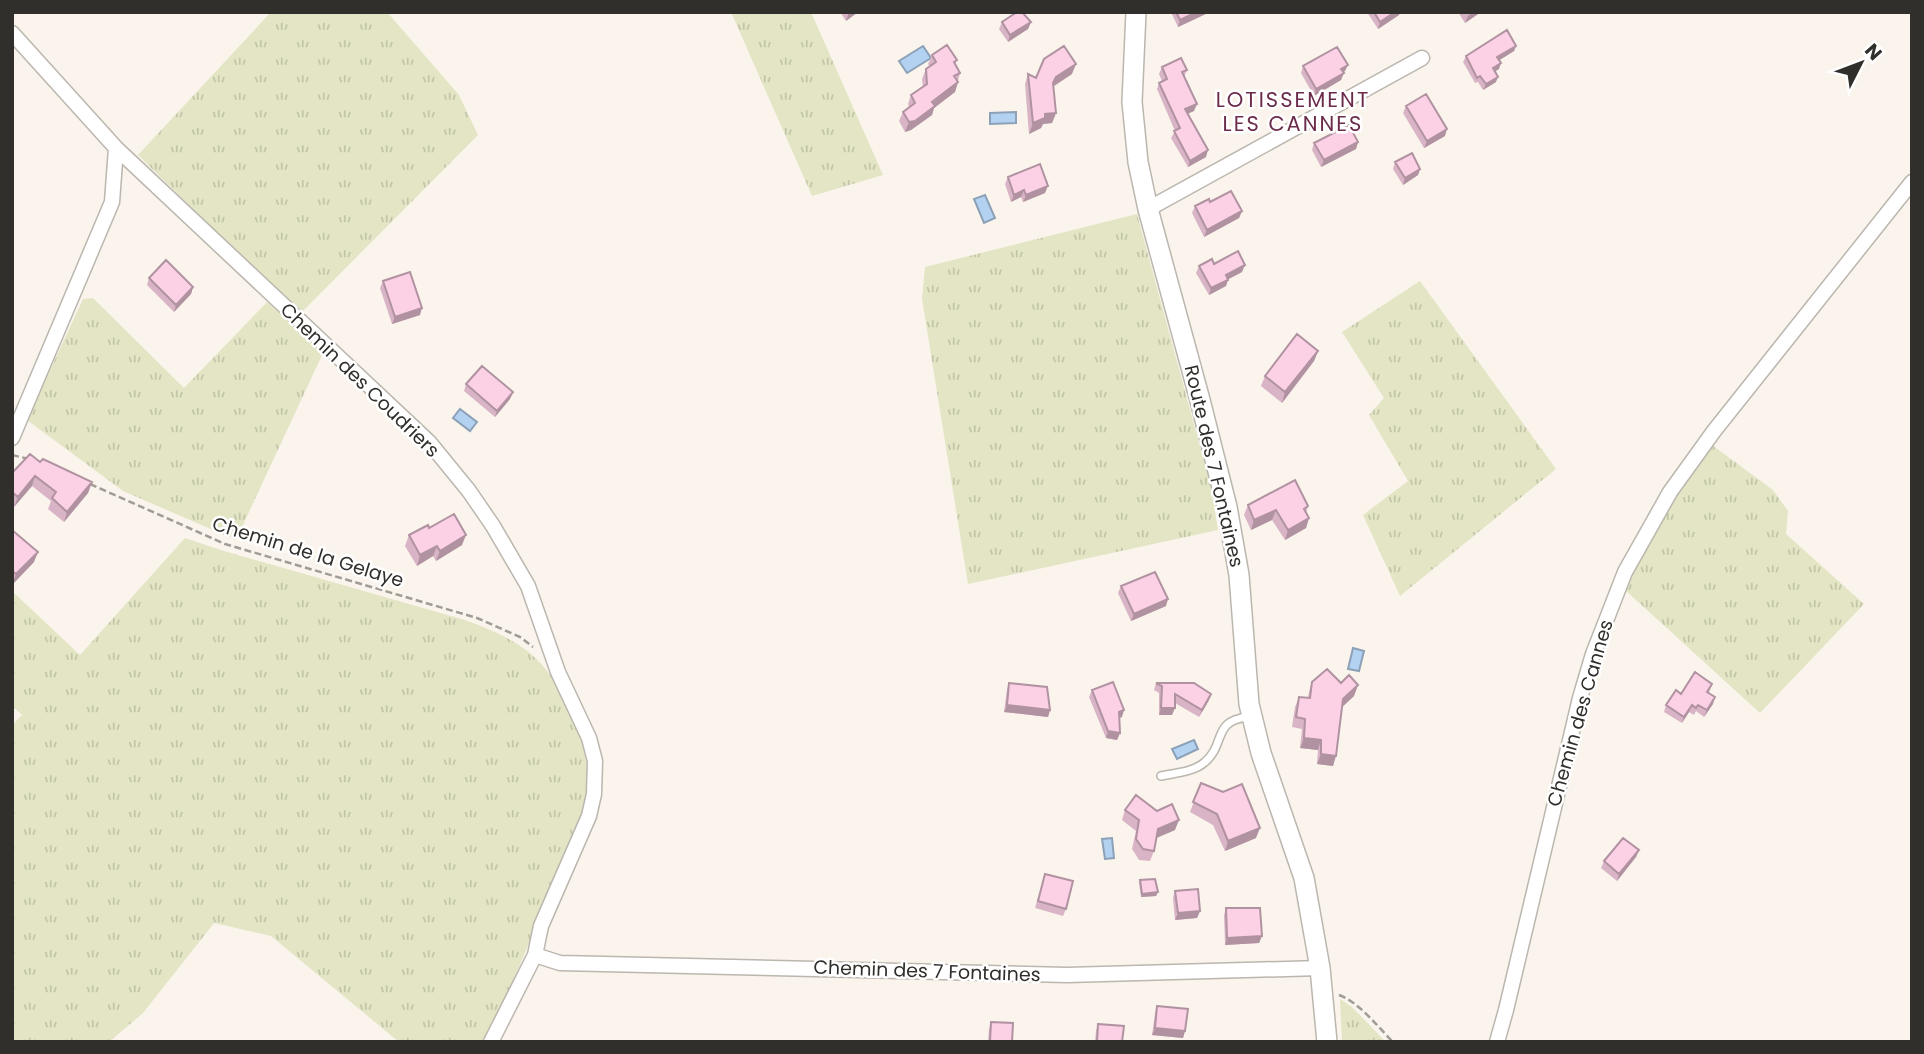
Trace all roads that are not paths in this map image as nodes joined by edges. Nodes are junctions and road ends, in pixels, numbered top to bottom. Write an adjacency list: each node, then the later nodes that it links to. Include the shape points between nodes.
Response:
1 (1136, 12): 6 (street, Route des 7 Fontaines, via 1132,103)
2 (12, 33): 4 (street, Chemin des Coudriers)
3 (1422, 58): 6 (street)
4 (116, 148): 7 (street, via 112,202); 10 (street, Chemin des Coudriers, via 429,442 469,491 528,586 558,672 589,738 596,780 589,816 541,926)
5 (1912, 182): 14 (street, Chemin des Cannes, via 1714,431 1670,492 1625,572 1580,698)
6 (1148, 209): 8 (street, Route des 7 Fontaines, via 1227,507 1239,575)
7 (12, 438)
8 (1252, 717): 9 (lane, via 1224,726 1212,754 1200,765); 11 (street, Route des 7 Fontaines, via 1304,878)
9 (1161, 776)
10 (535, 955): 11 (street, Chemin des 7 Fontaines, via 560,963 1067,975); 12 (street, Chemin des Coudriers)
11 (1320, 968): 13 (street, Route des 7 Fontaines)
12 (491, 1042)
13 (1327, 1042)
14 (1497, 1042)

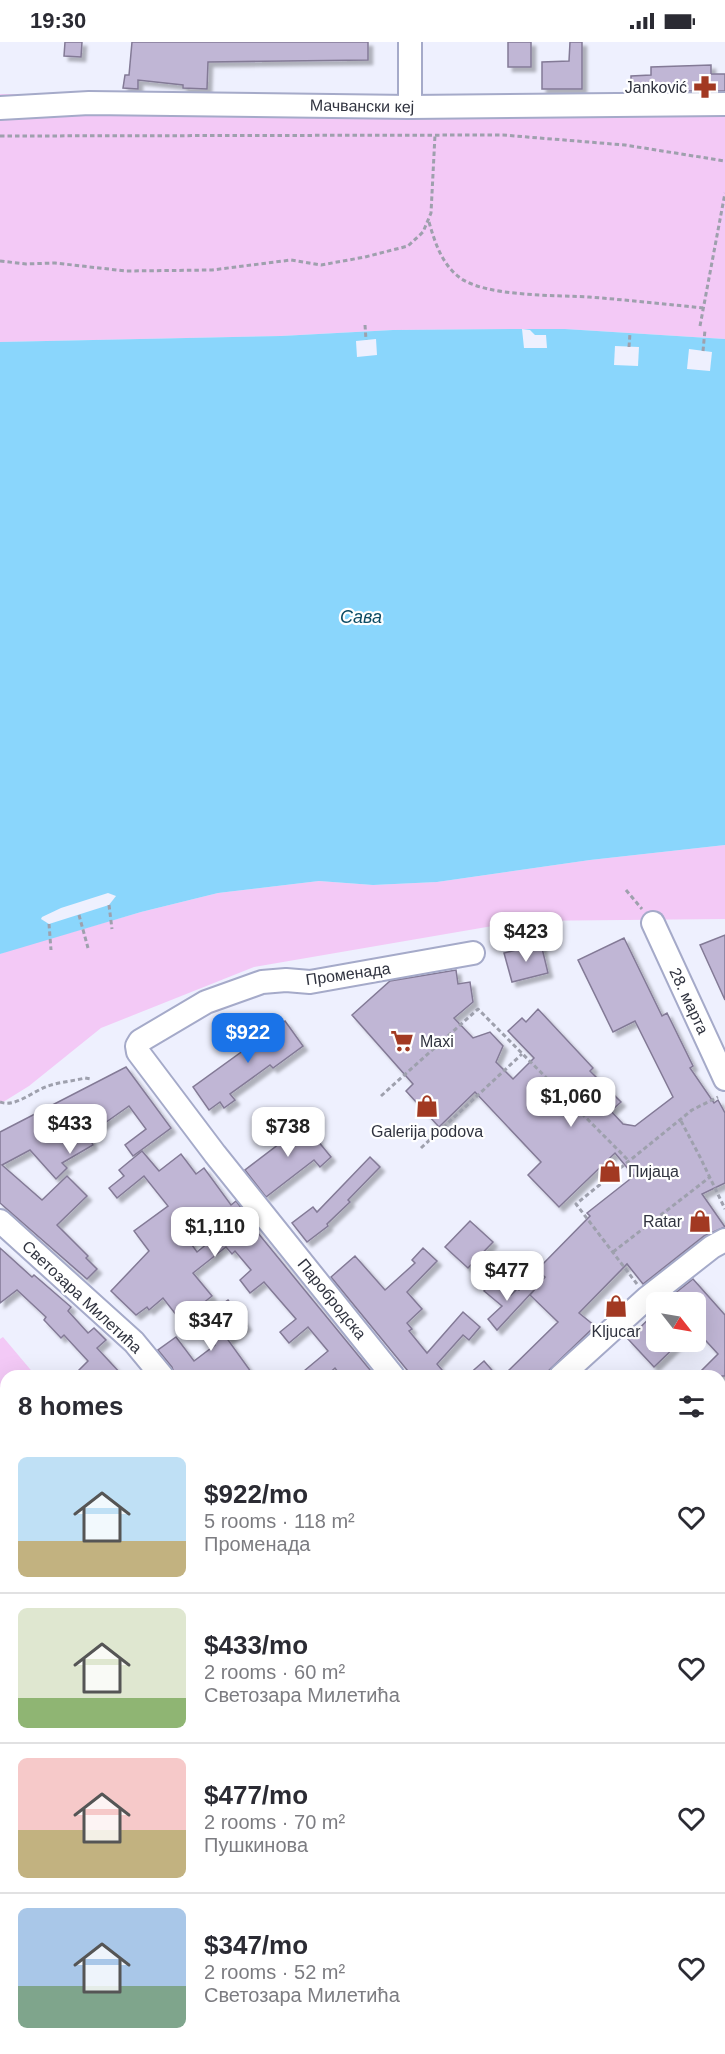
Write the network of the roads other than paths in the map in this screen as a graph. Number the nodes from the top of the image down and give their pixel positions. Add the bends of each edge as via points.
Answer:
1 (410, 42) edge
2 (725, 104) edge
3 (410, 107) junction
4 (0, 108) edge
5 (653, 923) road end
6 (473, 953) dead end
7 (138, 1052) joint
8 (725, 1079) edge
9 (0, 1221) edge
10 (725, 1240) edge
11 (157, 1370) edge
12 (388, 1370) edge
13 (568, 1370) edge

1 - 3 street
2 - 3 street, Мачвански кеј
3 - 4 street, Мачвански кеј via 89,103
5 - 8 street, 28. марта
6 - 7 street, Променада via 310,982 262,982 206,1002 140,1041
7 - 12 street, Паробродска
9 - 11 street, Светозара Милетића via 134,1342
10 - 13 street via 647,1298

*-*-*

■ **TASK PROMPT**: Line for line, restate the data above and omit every picture.

■ **PROBLEM SOLUTION**:
Trace all roads that are not paths in this map image as nodes joined by edges. Nodes are junctions and road ends, in pixels, numbered top to bottom. Write an adjacency list: each node, then the later nodes that it links to. Include the shape points between nodes.
Response:
1 (1136, 12): 6 (street, Route des 7 Fontaines, via 1132,103)
2 (12, 33): 4 (street, Chemin des Coudriers)
3 (1422, 58): 6 (street)
4 (116, 148): 7 (street, via 112,202); 10 (street, Chemin des Coudriers, via 429,442 469,491 528,586 558,672 589,738 596,780 589,816 541,926)
5 (1912, 182): 14 (street, Chemin des Cannes, via 1714,431 1670,492 1625,572 1580,698)
6 (1148, 209): 8 (street, Route des 7 Fontaines, via 1227,507 1239,575)
7 (12, 438)
8 (1252, 717): 9 (lane, via 1224,726 1212,754 1200,765); 11 (street, Route des 7 Fontaines, via 1304,878)
9 (1161, 776)
10 (535, 955): 11 (street, Chemin des 7 Fontaines, via 560,963 1067,975); 12 (street, Chemin des Coudriers)
11 (1320, 968): 13 (street, Route des 7 Fontaines)
12 (491, 1042)
13 (1327, 1042)
14 (1497, 1042)

Write the network of the roads other than paths in the map in this screen as a graph. Number the nodes from the top of the image down and give their pixel positions. Add the bends of each edge as via points.
Answer:
1 (410, 42) edge
2 (725, 104) edge
3 (410, 107) junction
4 (0, 108) edge
5 (653, 923) road end
6 (473, 953) dead end
7 (138, 1052) joint
8 (725, 1079) edge
9 (0, 1221) edge
10 (725, 1240) edge
11 (157, 1370) edge
12 (388, 1370) edge
13 (568, 1370) edge

1 - 3 street
2 - 3 street, Мачвански кеј
3 - 4 street, Мачвански кеј via 89,103
5 - 8 street, 28. марта
6 - 7 street, Променада via 310,982 262,982 206,1002 140,1041
7 - 12 street, Паробродска
9 - 11 street, Светозара Милетића via 134,1342
10 - 13 street via 647,1298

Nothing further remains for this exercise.